DATA FOR THIS TASK:

· · ·

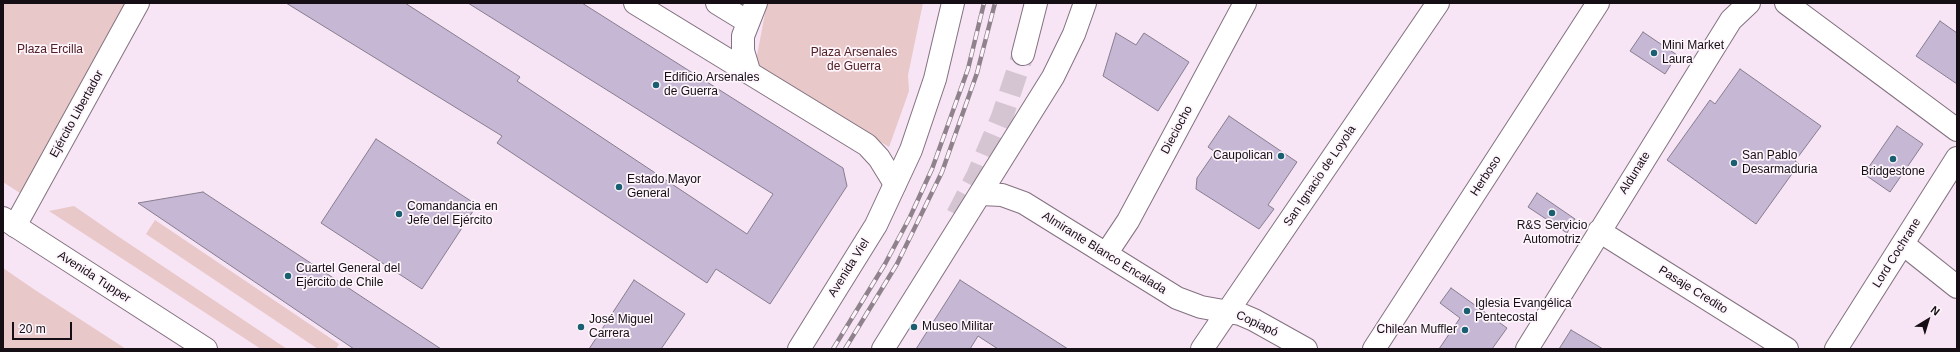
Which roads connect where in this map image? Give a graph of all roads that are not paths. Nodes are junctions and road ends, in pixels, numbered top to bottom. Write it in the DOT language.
graph roads {
  1 [pos="138,3"];
  2 [pos="635,3"];
  3 [pos="717,3"];
  4 [pos="953,3"];
  5 [pos="1036,3"];
  6 [pos="1085,3"];
  7 [pos="1245,3"];
  8 [pos="1438,3"];
  9 [pos="1598,3"];
  10 [pos="1749,3"];
  11 [pos="1786,3"];
  12 [pos="752,13"];
  13 [pos="1023,54"];
  14 [pos="749,71"];
  15 [pos="1957,130"];
  16 [pos="1957,158"];
  17 [pos="895,184"];
  18 [pos="981,194"];
  19 [pos="9,222"];
  20 [pos="1599,232"];
  21 [pos="1902,244"];
  22 [pos="1106,254"];
  23 [pos="1957,287"];
  24 [pos="1228,311"];
  25 [pos="206,349"];
  26 [pos="799,349"];
  27 [pos="883,349"];
  28 [pos="1202,349"];
  29 [pos="1306,349"];
  30 [pos="1374,349"];
  31 [pos="1527,349"];
  32 [pos="1787,349"];
  33 [pos="1836,349"];
  1 -- 19 [label="main road, Ejército Libertador"];
  2 -- 14 [label="main road"];
  3 -- 12 [label="main road"];
  4 -- 17 [label="main road, Avenida Viel"];
  5 -- 13 [label="main road"];
  6 -- 18 [label="main road"];
  7 -- 22 [label="main road, Dieciocho"];
  8 -- 24 [label="main road, San Ignacio de Loyola"];
  9 -- 30 [label="main road, Herboso"];
  10 -- 20 [label="main road, Aldunate"];
  11 -- 15 [label="main road"];
  12 -- 14 [label="main road"];
  14 -- 17 [label="main road"];
  16 -- 21 [label="main road, Lord Cochrane"];
  17 -- 26 [label="main road, Avenida Viel"];
  18 -- 22 [label="main road, Almirante Blanco Encalada"];
  18 -- 27 [label="main road"];
  19 -- 25 [label="main road, Avenida Tupper"];
  20 -- 31 [label="main road, Aldunate"];
  20 -- 32 [label="main road, Pasaje Credito"];
  21 -- 23 [label="main road"];
  21 -- 33 [label="main road, Lord Cochrane"];
  22 -- 24 [label="main road, Almirante Blanco Encalada"];
  24 -- 28 [label="main road, San Ignacio de Loyola"];
  24 -- 29 [label="main road, Copiapó"];
}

· · ·

PROBLEM DESCRIPTION: Search the material for the word "Ignacio" and copy every matching line.

RESULT OF THE EXERCISE:
  8 -- 24 [label="main road, San Ignacio de Loyola"];
  24 -- 28 [label="main road, San Ignacio de Loyola"];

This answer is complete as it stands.